• **Data excerpts**
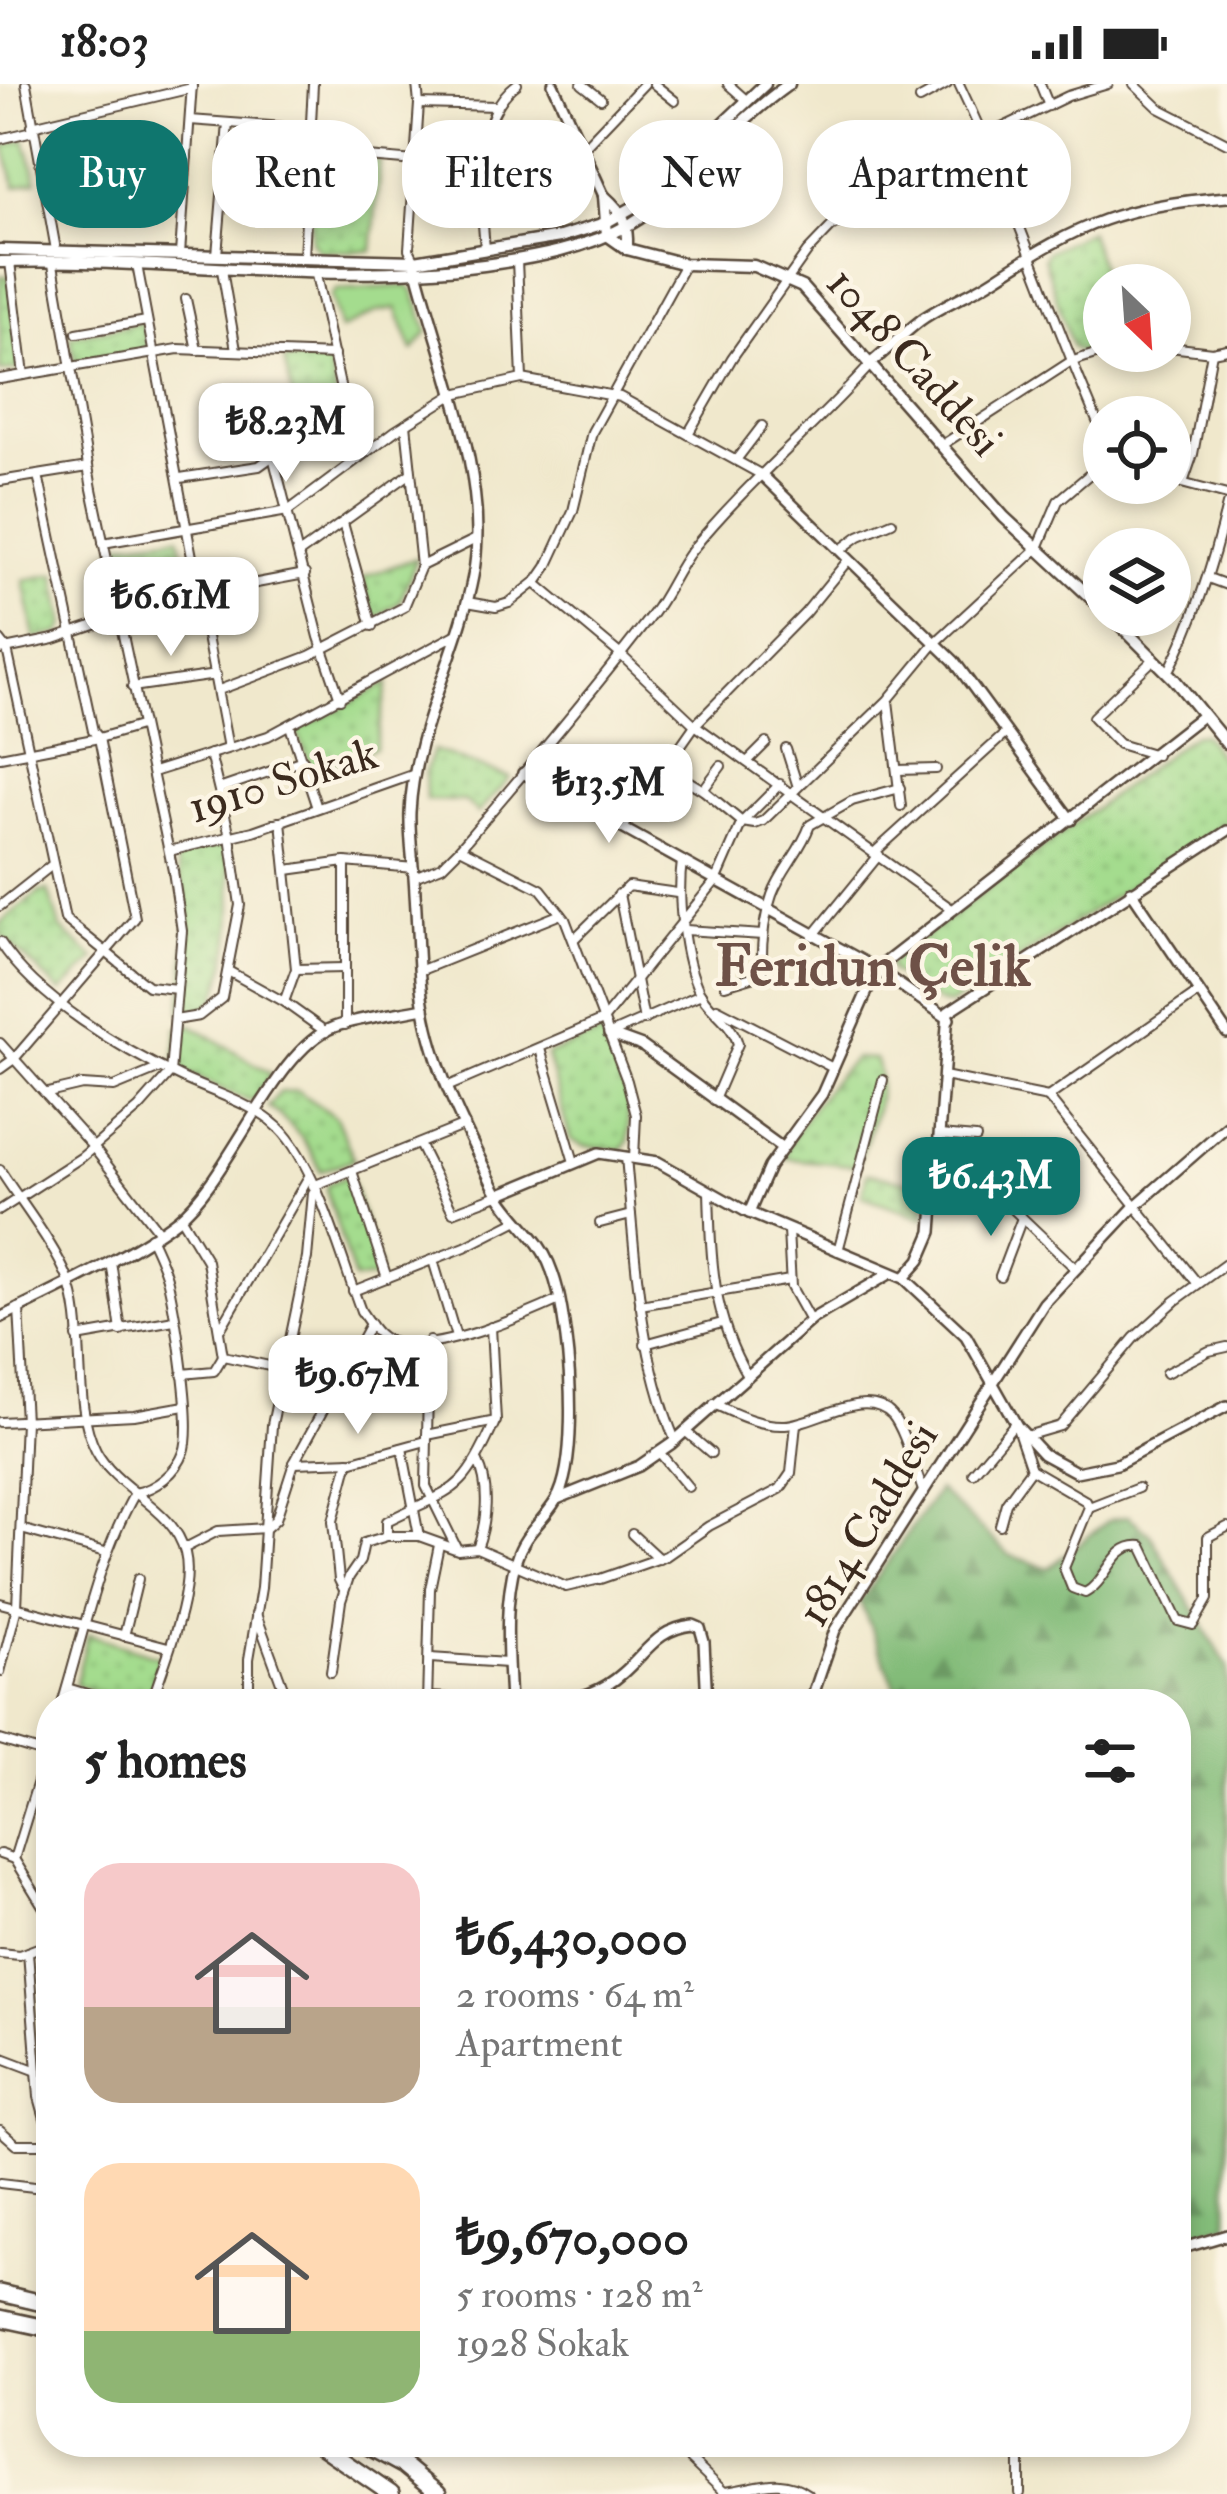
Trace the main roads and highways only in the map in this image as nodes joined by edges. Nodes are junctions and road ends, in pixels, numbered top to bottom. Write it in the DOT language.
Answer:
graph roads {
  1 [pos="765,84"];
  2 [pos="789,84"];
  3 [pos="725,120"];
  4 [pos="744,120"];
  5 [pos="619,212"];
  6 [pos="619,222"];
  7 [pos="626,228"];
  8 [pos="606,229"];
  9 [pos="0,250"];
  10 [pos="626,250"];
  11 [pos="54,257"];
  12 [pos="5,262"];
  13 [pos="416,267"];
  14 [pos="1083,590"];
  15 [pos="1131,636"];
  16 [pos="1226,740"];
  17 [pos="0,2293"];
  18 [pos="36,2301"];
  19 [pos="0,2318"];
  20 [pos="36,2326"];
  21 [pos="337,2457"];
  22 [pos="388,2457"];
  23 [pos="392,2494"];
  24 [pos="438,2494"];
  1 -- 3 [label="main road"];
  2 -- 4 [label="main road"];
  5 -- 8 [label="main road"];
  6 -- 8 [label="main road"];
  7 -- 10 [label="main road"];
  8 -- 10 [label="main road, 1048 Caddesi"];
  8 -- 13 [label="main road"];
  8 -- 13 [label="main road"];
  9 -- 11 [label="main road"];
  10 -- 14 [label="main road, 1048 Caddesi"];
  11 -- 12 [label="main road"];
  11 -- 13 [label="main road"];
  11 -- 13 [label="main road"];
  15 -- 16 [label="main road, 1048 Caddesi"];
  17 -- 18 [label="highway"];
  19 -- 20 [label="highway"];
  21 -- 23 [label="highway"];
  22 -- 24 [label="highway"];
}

• **WORK REQUEST**
Search the data above for the word "Caddesi", then gather each line in which it appears.

• **WRITTEN ANSWER**
  8 -- 10 [label="main road, 1048 Caddesi"];
  10 -- 14 [label="main road, 1048 Caddesi"];
  15 -- 16 [label="main road, 1048 Caddesi"];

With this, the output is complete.